## [REQUIRED WORK]
Only lines holding the word "PARQUE" are needed; copy each of them from the material.

== == ==

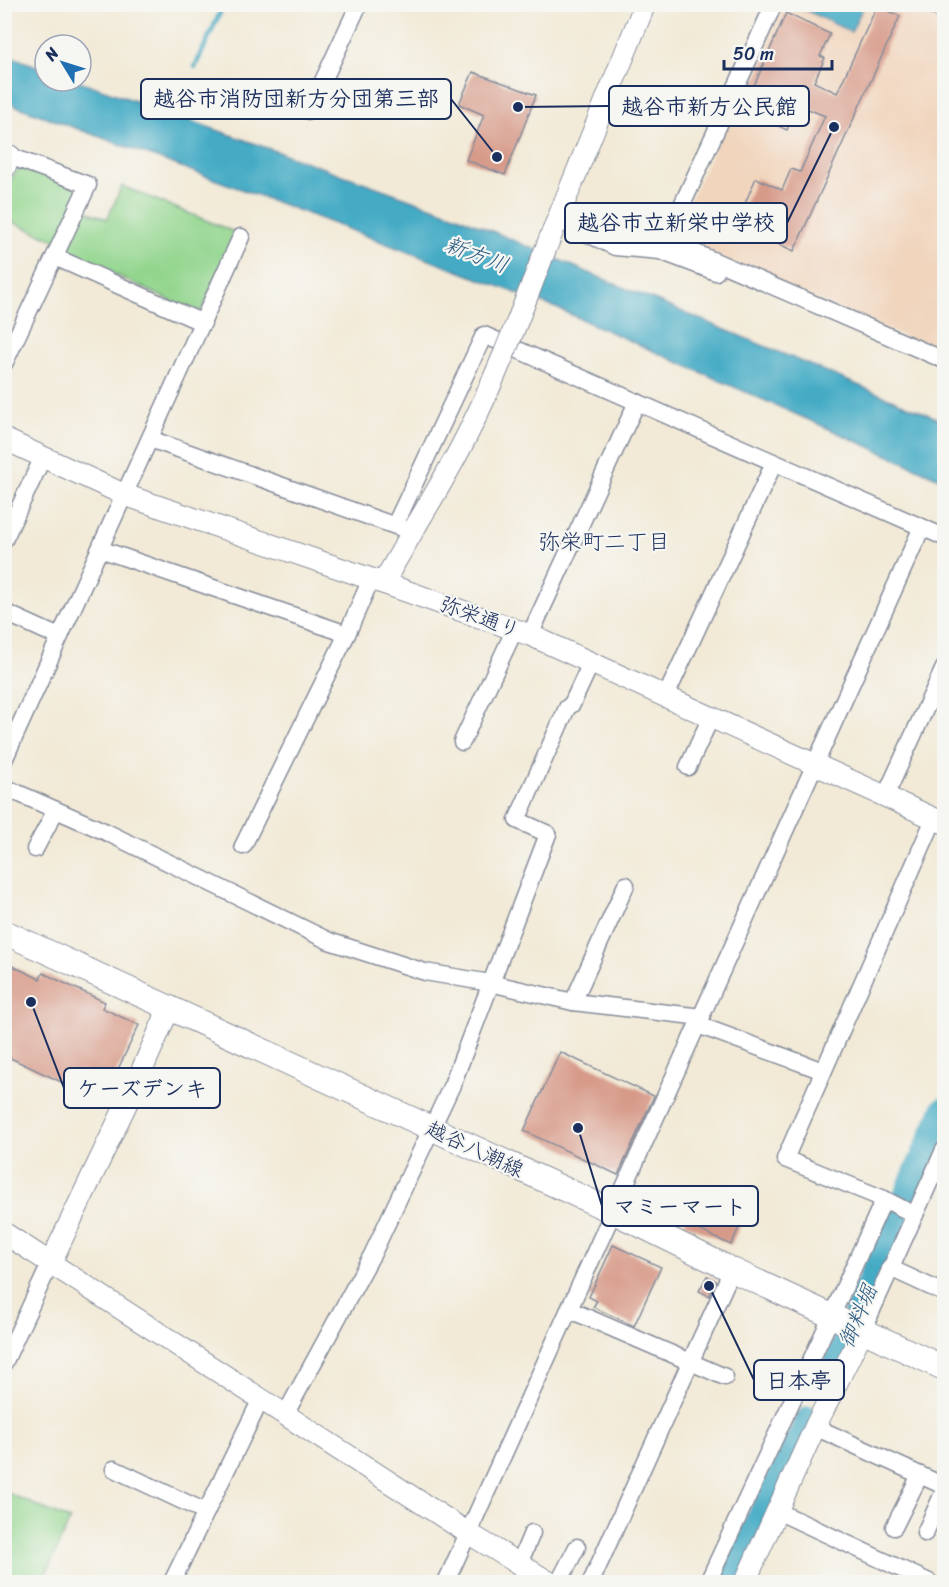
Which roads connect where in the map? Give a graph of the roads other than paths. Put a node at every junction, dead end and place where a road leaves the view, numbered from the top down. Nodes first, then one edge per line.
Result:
1 (358, 4) edge
2 (645, 4) edge
3 (774, 4) edge
4 (930, 4) edge
5 (945, 11) edge
6 (309, 111) dead end
7 (6, 159) edge
8 (556, 224) junction
9 (241, 237) dead end
10 (55, 257) junction
11 (743, 273) junction
12 (203, 323) junction
13 (945, 360) edge
14 (4, 364) edge
15 (637, 402) junction
16 (4, 439) edge
17 (150, 439) junction
18 (43, 457) junction
19 (774, 463) junction
20 (125, 495) junction
21 (408, 527) junction
22 (922, 527) junction
23 (945, 537) edge
24 (4, 540) edge
25 (100, 549) junction
26 (377, 581) junction
27 (4, 612) edge
28 (522, 632) junction
29 (347, 634) junction
30 (59, 637) junction
31 (591, 663) junction
32 (945, 668) edge
33 (666, 696) junction
34 (711, 717) junction
35 (462, 742) dead end
36 (4, 760) edge
37 (816, 765) junction
38 (688, 766) dead end
39 (4, 787) edge
40 (885, 798) junction
41 (56, 810) junction
42 (939, 821) edge
43 (243, 846) dead end
44 (35, 849) dead end
45 (626, 885) dead end
46 (4, 932) edge
47 (490, 983) junction
48 (573, 1002) junction
49 (166, 1007) junction
50 (700, 1022) junction
51 (823, 1071) junction
52 (431, 1128) junction
53 (945, 1150) edge
54 (886, 1200) junction
55 (614, 1212) junction
56 (912, 1214) junction
57 (4, 1233) edge
58 (51, 1262) junction
59 (890, 1268) junction
60 (732, 1270) junction
61 (945, 1293) edge
62 (570, 1310) junction
63 (847, 1322) junction
64 (691, 1362) junction
65 (4, 1363) edge
66 (945, 1368) edge
67 (725, 1377) dead end
68 (261, 1399) junction
69 (285, 1415) junction
70 (815, 1427) junction
71 (114, 1469) dead end
72 (920, 1475) junction
73 (945, 1486) edge
74 (945, 1491) edge
75 (777, 1511) junction
76 (206, 1512) junction
77 (894, 1527) dead end
78 (468, 1533) junction
79 (532, 1533) dead end
80 (925, 1533) dead end
81 (577, 1547) dead end
82 (519, 1564) junction
83 (172, 1582) edge
84 (446, 1582) edge
85 (549, 1582) edge
86 (558, 1582) edge
87 (591, 1582) edge
88 (708, 1582) edge
89 (745, 1582) edge
90 (929, 1582) edge

1 - 6 street
2 - 8 street
3 - 11 street
4 - 5 street
7 - 10 street
8 - 11 street
8 - 21 street, bridge
9 - 12 street
10 - 12 street
10 - 14 street
11 - 13 street
12 - 17 street
15 - 19 street
15 - 21 street
15 - 28 street
16 - 18 street, 弥栄通り
17 - 20 street
17 - 21 street
18 - 20 street, 弥栄通り
18 - 24 street
19 - 22 street
19 - 33 street
20 - 25 street
20 - 26 street, 弥栄通り
21 - 26 street
22 - 23 street
22 - 37 street
25 - 29 street
25 - 30 street
26 - 28 street, 弥栄通り
26 - 29 street
27 - 30 street
28 - 31 street, 弥栄通り
28 - 35 street
29 - 43 street
30 - 36 street
31 - 33 street, 弥栄通り
31 - 47 street
32 - 40 street
33 - 34 street, 弥栄通り
34 - 37 street, 弥栄通り
34 - 38 street
37 - 40 street, 弥栄通り
37 - 50 street
39 - 41 street
40 - 42 street, 弥栄通り
41 - 44 street
41 - 47 street
42 - 51 street
45 - 48 street
46 - 49 main road, 越谷八潮線
47 - 48 street
47 - 52 street
48 - 50 street
49 - 52 main road, 越谷八潮線
49 - 58 street
50 - 51 street
50 - 55 street
51 - 54 street
52 - 55 main road, 越谷八潮線
52 - 69 street
53 - 56 street
54 - 56 street
54 - 63 street
55 - 60 main road, 越谷八潮線
55 - 62 street
56 - 59 street
57 - 58 street
58 - 65 street
58 - 68 street
59 - 61 street
59 - 63 street
60 - 63 main road, 越谷八潮線
60 - 64 street
62 - 64 street
62 - 78 street
63 - 66 main road, 越谷八潮線
63 - 70 street
63 - 88 street
64 - 67 street
64 - 87 street
68 - 69 street
68 - 76 street
69 - 78 street
70 - 72 street
70 - 75 street
71 - 76 street
72 - 73 street
72 - 77 street
74 - 80 street
75 - 89 street
75 - 90 street
76 - 83 street
78 - 82 street
78 - 84 street
79 - 82 street
81 - 86 street
82 - 85 street

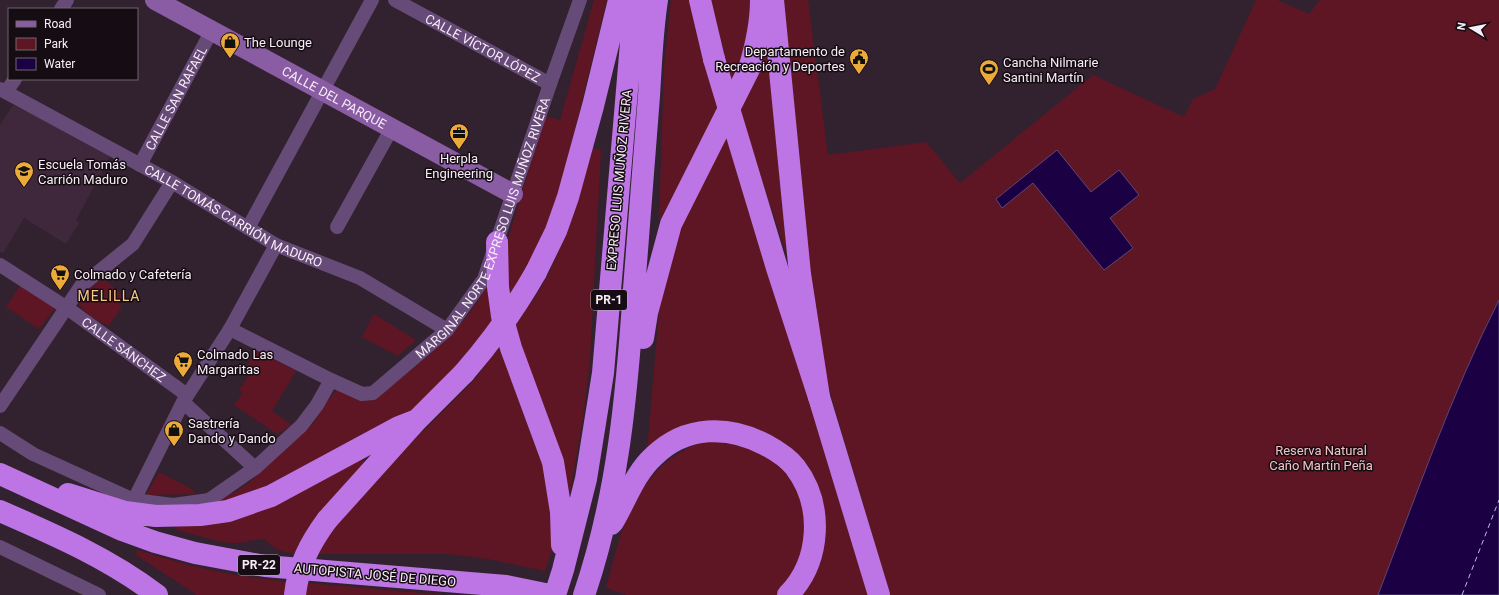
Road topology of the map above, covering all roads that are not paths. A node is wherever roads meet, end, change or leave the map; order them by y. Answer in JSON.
{"nodes":[{"id":1,"x":155,"y":0,"type":"edge"},
{"id":2,"x":372,"y":0,"type":"edge"},
{"id":3,"x":395,"y":0,"type":"edge"},
{"id":4,"x":580,"y":0,"type":"edge"},
{"id":5,"x":619,"y":0,"type":"edge"},
{"id":6,"x":636,"y":0,"type":"edge"},
{"id":7,"x":656,"y":0,"type":"edge"},
{"id":8,"x":700,"y":0,"type":"edge"},
{"id":9,"x":761,"y":0,"type":"edge"},
{"id":10,"x":773,"y":0,"type":"edge"},
{"id":11,"x":211,"y":32,"type":"junction"},
{"id":12,"x":14,"y":80,"type":"edge"},
{"id":13,"x":550,"y":84,"type":"junction"},
{"id":14,"x":3,"y":90,"type":"edge"},
{"id":15,"x":323,"y":92,"type":"junction"},
{"id":16,"x":392,"y":128,"type":"junction"},
{"id":17,"x":140,"y":165,"type":"junction"},
{"id":18,"x":172,"y":182,"type":"junction"},
{"id":19,"x":513,"y":194,"type":"junction"},
{"id":20,"x":337,"y":227,"type":"dead end"},
{"id":21,"x":248,"y":228,"type":"junction"},
{"id":22,"x":498,"y":242,"type":"junction"},
{"id":23,"x":276,"y":245,"type":"junction"},
{"id":24,"x":0,"y":265,"type":"edge"},
{"id":25,"x":67,"y":308,"type":"junction"},
{"id":26,"x":230,"y":330,"type":"junction"},
{"id":27,"x":447,"y":330,"type":"junction"},
{"id":28,"x":331,"y":380,"type":"junction"},
{"id":29,"x":819,"y":397,"type":"junction"},
{"id":30,"x":185,"y":398,"type":"junction"},
{"id":31,"x":0,"y":406,"type":"edge"},
{"id":32,"x":417,"y":420,"type":"junction"},
{"id":33,"x":622,"y":430,"type":"junction"},
{"id":34,"x":0,"y":432,"type":"edge"},
{"id":35,"x":255,"y":468,"type":"junction"},
{"id":36,"x":0,"y":474,"type":"edge"},
{"id":37,"x":26,"y":485,"type":"junction"},
{"id":38,"x":134,"y":500,"type":"junction"},
{"id":39,"x":0,"y":511,"type":"edge"},
{"id":40,"x":603,"y":529,"type":"junction"},
{"id":41,"x":0,"y":547,"type":"edge"},
{"id":42,"x":564,"y":570,"type":"junction"},
{"id":43,"x":99,"y":595,"type":"edge"},
{"id":44,"x":157,"y":595,"type":"edge"},
{"id":45,"x":295,"y":595,"type":"edge"},
{"id":46,"x":550,"y":595,"type":"edge"},
{"id":47,"x":555,"y":595,"type":"edge"},
{"id":48,"x":584,"y":595,"type":"edge"},
{"id":49,"x":788,"y":595,"type":"edge"},
{"id":50,"x":879,"y":595,"type":"edge"}],
"edges":[{"from":1,"to":11,"type":"street","name":"CALLE DEL PARQUE"},
{"from":2,"to":15,"type":"street"},
{"from":3,"to":13,"type":"street","name":"CALLE VÍCTOR LÓPEZ"},
{"from":4,"to":13,"type":"street","name":"MARGINAL NORTE EXPRESO LUIS MUÑOZ RIVERA"},
{"from":5,"to":32,"type":"highway","bridge":true},
{"from":6,"to":42,"type":"highway","name":"EXPRESO LUIS MUÑOZ RIVERA","number":"PR-1"},
{"from":7,"to":33,"type":"highway","name":"EXPRESO LUIS MUÑOZ RIVERA","number":"PR-1"},
{"from":8,"to":29,"type":"highway","bridge":true},
{"from":9,"to":33,"type":"highway"},
{"from":10,"to":29,"type":"highway","bridge":true},
{"from":11,"to":15,"type":"street","name":"CALLE DEL PARQUE"},
{"from":11,"to":17,"type":"street","name":"CALLE SAN RAFAEL"},
{"from":12,"to":14,"type":"street"},
{"from":13,"to":19,"type":"street","name":"MARGINAL NORTE EXPRESO LUIS MUÑOZ RIVERA"},
{"from":14,"to":17,"type":"street","name":"CALLE TOMÁS CARRIÓN MADURO"},
{"from":15,"to":16,"type":"street","name":"CALLE DEL PARQUE"},
{"from":15,"to":21,"type":"street"},
{"from":16,"to":19,"type":"street","name":"CALLE DEL PARQUE"},
{"from":16,"to":20,"type":"street"},
{"from":17,"to":18,"type":"street","name":"CALLE TOMÁS CARRIÓN MADURO"},
{"from":18,"to":21,"type":"street","name":"CALLE TOMÁS CARRIÓN MADURO"},
{"from":18,"to":25,"type":"street"},
{"from":19,"to":22,"type":"street","name":"MARGINAL NORTE EXPRESO LUIS MUÑOZ RIVERA"},
{"from":21,"to":23,"type":"street","name":"CALLE TOMÁS CARRIÓN MADURO"},
{"from":22,"to":27,"type":"street","name":"MARGINAL NORTE EXPRESO LUIS MUÑOZ RIVERA"},
{"from":22,"to":42,"type":"highway"},
{"from":23,"to":26,"type":"street"},
{"from":23,"to":27,"type":"street","name":"CALLE TOMÁS CARRIÓN MADURO"},
{"from":24,"to":25,"type":"street","name":"CALLE SÁNCHEZ"},
{"from":25,"to":30,"type":"street","name":"CALLE SÁNCHEZ"},
{"from":25,"to":31,"type":"street"},
{"from":26,"to":28,"type":"street","name":"MARGINAL NORTE EXPRESO LUIS MUÑOZ RIVERA"},
{"from":26,"to":30,"type":"street"},
{"from":27,"to":28,"type":"street","name":"MARGINAL NORTE EXPRESO LUIS MUÑOZ RIVERA"},
{"from":28,"to":35,"type":"street"},
{"from":29,"to":50,"type":"highway"},
{"from":30,"to":35,"type":"street","name":"CALLE SÁNCHEZ"},
{"from":30,"to":38,"type":"street"},
{"from":32,"to":37,"type":"highway"},
{"from":32,"to":45,"type":"highway","bridge":true},
{"from":33,"to":40,"type":"highway","name":"EXPRESO LUIS MUÑOZ RIVERA","number":"PR-1"},
{"from":34,"to":38,"type":"street"},
{"from":35,"to":38,"type":"street"},
{"from":36,"to":37,"type":"highway","name":"AUTOPISTA JOSÉ DE DIEGO","number":"PR-22"},
{"from":37,"to":46,"type":"highway","name":"AUTOPISTA JOSÉ DE DIEGO","number":"PR-22"},
{"from":39,"to":44,"type":"highway"},
{"from":40,"to":48,"type":"highway","name":"EXPRESO LUIS MUÑOZ RIVERA","number":"PR-1"},
{"from":40,"to":49,"type":"highway"},
{"from":41,"to":43,"type":"street"},
{"from":42,"to":47,"type":"highway","name":"EXPRESO LUIS MUÑOZ RIVERA","number":"PR-1"}]}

== == ==

## [EXERCISE ANSWER]
"edges":[{"from":1,"to":11,"type":"street","name":"CALLE DEL PARQUE"},
{"from":11,"to":15,"type":"street","name":"CALLE DEL PARQUE"},
{"from":15,"to":16,"type":"street","name":"CALLE DEL PARQUE"},
{"from":16,"to":19,"type":"street","name":"CALLE DEL PARQUE"},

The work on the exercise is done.